DATASET ENTRIES:
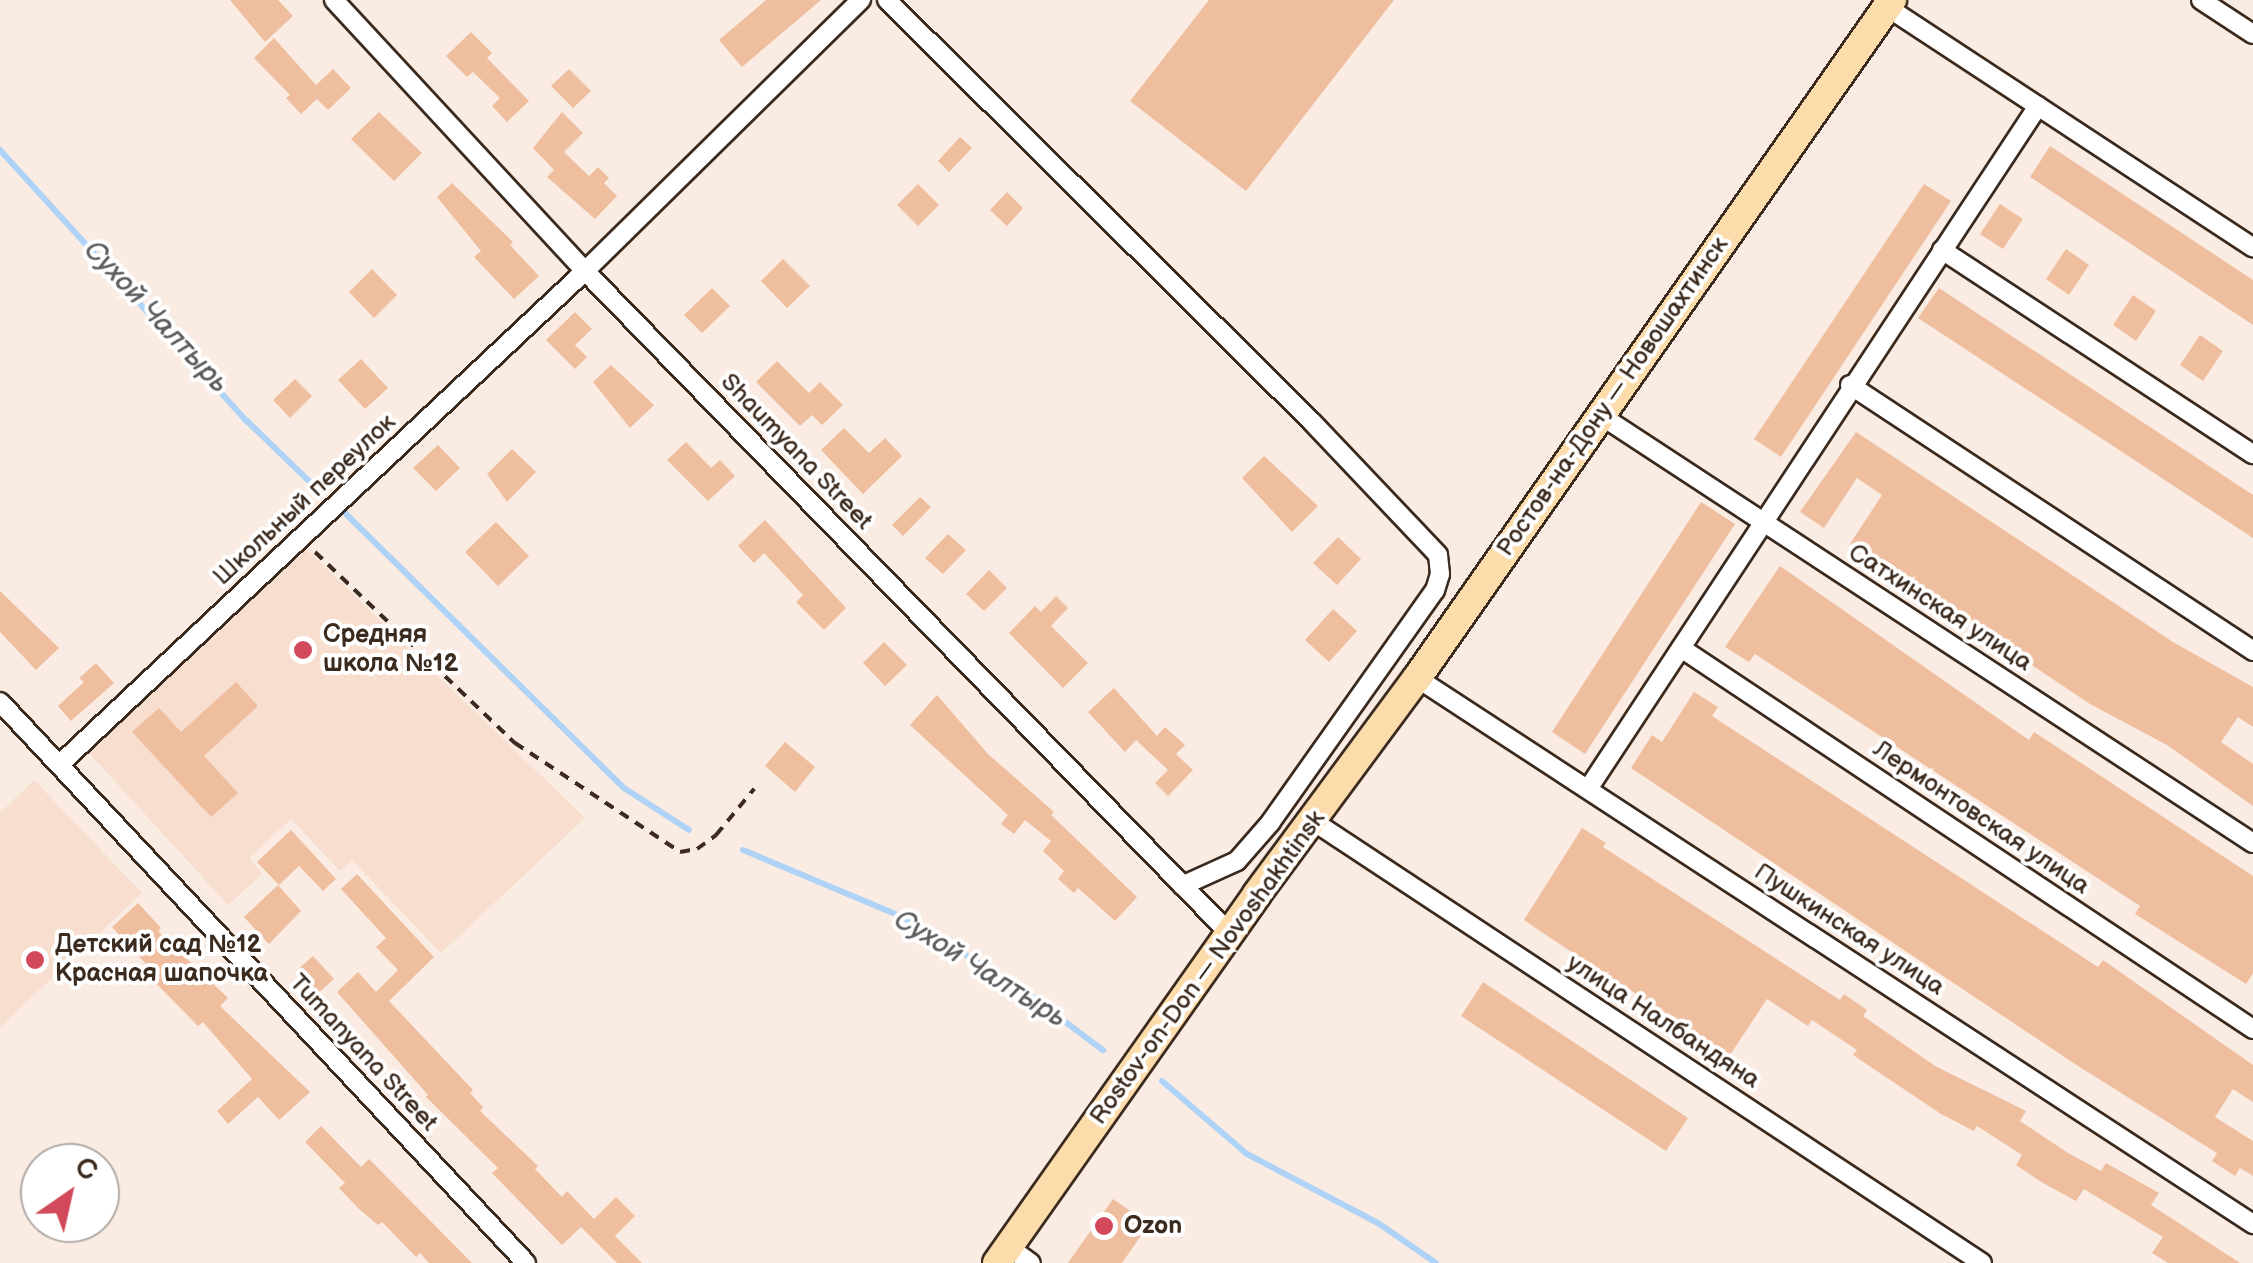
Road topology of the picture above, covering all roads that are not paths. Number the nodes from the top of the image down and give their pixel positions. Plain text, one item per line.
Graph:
1 (334, 0) edge
2 (861, 0) edge
3 (887, 0) edge
4 (2202, 0) edge
5 (1890, 4) edge
6 (2253, 34) edge
7 (2038, 106) junction
8 (2253, 247) edge
9 (1942, 250) junction
10 (586, 271) junction
11 (1850, 385) junction
12 (1600, 414) junction
13 (2253, 454) edge
14 (1764, 522) junction
15 (1681, 648) junction
16 (2253, 652) edge
17 (1417, 678) junction
18 (0, 702) edge
19 (58, 764) junction
20 (1588, 789) junction
21 (1333, 795) junction
22 (1316, 824) junction
23 (2253, 843) edge
24 (1182, 886) junction
25 (1230, 934) junction
26 (2253, 1029) edge
27 (2253, 1224) edge
28 (1014, 1260) edge
29 (526, 1263) edge
30 (1982, 1263) edge

1 - 10 street, Shaumyana Street
2 - 10 street, Школьный переулок
3 - 24 street
4 - 6 street
5 - 7 street
5 - 12 main road, Ростов-на-Дону — Новошахтинск
7 - 8 street
7 - 9 street
9 - 11 street
9 - 13 street
10 - 19 street, Школьный переулок
10 - 24 street, Shaumyana Street
11 - 14 street
11 - 16 street
12 - 14 street, Сатхинская улица
12 - 17 main road, Ростов-на-Дону — Новошахтинск
14 - 15 street
14 - 23 street, Сатхинская улица
15 - 20 street
15 - 26 street, Лермонтовская улица
17 - 20 street, Пушкинская улица
17 - 21 main road, Ростов-на-Дону — Новошахтинск
18 - 19 street, Tumanyana Street
19 - 29 street, Tumanyana Street
20 - 27 street, Пушкинская улица
21 - 22 main road, Rostov-on-Don — Novoshakhtinsk
21 - 25 main road, Rostov-on-Don — Novoshakhtinsk
22 - 28 main road, Rostov-on-Don — Novoshakhtinsk
22 - 30 street, улица Налбандяна
24 - 25 street, Shaumyana Street
25 - 28 main road, Rostov-on-Don — Novoshakhtinsk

EXERCISE OBJECTIVE: In which lines of the records does the word "Novoshakhtinsk" appear? Copy each of them.

TASK RESULT:
21 - 22 main road, Rostov-on-Don — Novoshakhtinsk
21 - 25 main road, Rostov-on-Don — Novoshakhtinsk
22 - 28 main road, Rostov-on-Don — Novoshakhtinsk
25 - 28 main road, Rostov-on-Don — Novoshakhtinsk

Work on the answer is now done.